● What to do
Copy every record that follows, word for word.

● Available data
BEGIN
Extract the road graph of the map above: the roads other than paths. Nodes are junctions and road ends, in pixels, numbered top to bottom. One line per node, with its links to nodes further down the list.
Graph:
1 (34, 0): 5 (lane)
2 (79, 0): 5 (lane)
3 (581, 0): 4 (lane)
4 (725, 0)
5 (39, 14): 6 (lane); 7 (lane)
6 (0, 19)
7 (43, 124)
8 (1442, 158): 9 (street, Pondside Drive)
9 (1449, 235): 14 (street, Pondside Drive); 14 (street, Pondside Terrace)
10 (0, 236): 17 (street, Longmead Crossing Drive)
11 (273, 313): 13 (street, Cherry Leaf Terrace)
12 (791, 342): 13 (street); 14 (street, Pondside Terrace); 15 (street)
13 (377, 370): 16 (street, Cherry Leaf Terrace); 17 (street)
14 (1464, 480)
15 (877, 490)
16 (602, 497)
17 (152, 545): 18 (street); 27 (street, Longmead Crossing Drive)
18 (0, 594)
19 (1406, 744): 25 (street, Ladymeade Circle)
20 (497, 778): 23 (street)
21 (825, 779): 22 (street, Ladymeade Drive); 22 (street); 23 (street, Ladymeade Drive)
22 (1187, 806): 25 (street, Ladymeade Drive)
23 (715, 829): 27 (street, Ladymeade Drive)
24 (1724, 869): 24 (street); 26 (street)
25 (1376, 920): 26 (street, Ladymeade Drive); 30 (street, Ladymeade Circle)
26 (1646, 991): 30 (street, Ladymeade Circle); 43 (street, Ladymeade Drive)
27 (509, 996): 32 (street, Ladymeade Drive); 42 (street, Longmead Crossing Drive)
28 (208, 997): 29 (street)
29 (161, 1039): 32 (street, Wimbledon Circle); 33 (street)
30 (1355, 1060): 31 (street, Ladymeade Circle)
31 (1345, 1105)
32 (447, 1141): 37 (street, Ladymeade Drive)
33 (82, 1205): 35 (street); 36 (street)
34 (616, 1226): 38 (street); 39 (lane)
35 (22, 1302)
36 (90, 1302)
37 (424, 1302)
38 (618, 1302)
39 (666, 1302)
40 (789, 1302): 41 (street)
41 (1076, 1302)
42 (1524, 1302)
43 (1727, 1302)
END
● Task answer
Extract the road graph of the map above: the roads other than paths. Nodes are junctions and road ends, in pixels, numbered top to bottom. One line per node, with its links to nodes further down the list.
Graph:
1 (34, 0): 5 (lane)
2 (79, 0): 5 (lane)
3 (581, 0): 4 (lane)
4 (725, 0)
5 (39, 14): 6 (lane); 7 (lane)
6 (0, 19)
7 (43, 124)
8 (1442, 158): 9 (street, Pondside Drive)
9 (1449, 235): 14 (street, Pondside Drive); 14 (street, Pondside Terrace)
10 (0, 236): 17 (street, Longmead Crossing Drive)
11 (273, 313): 13 (street, Cherry Leaf Terrace)
12 (791, 342): 13 (street); 14 (street, Pondside Terrace); 15 (street)
13 (377, 370): 16 (street, Cherry Leaf Terrace); 17 (street)
14 (1464, 480)
15 (877, 490)
16 (602, 497)
17 (152, 545): 18 (street); 27 (street, Longmead Crossing Drive)
18 (0, 594)
19 (1406, 744): 25 (street, Ladymeade Circle)
20 (497, 778): 23 (street)
21 (825, 779): 22 (street, Ladymeade Drive); 22 (street); 23 (street, Ladymeade Drive)
22 (1187, 806): 25 (street, Ladymeade Drive)
23 (715, 829): 27 (street, Ladymeade Drive)
24 (1724, 869): 24 (street); 26 (street)
25 (1376, 920): 26 (street, Ladymeade Drive); 30 (street, Ladymeade Circle)
26 (1646, 991): 30 (street, Ladymeade Circle); 43 (street, Ladymeade Drive)
27 (509, 996): 32 (street, Ladymeade Drive); 42 (street, Longmead Crossing Drive)
28 (208, 997): 29 (street)
29 (161, 1039): 32 (street, Wimbledon Circle); 33 (street)
30 (1355, 1060): 31 (street, Ladymeade Circle)
31 (1345, 1105)
32 (447, 1141): 37 (street, Ladymeade Drive)
33 (82, 1205): 35 (street); 36 (street)
34 (616, 1226): 38 (street); 39 (lane)
35 (22, 1302)
36 (90, 1302)
37 (424, 1302)
38 (618, 1302)
39 (666, 1302)
40 (789, 1302): 41 (street)
41 (1076, 1302)
42 (1524, 1302)
43 (1727, 1302)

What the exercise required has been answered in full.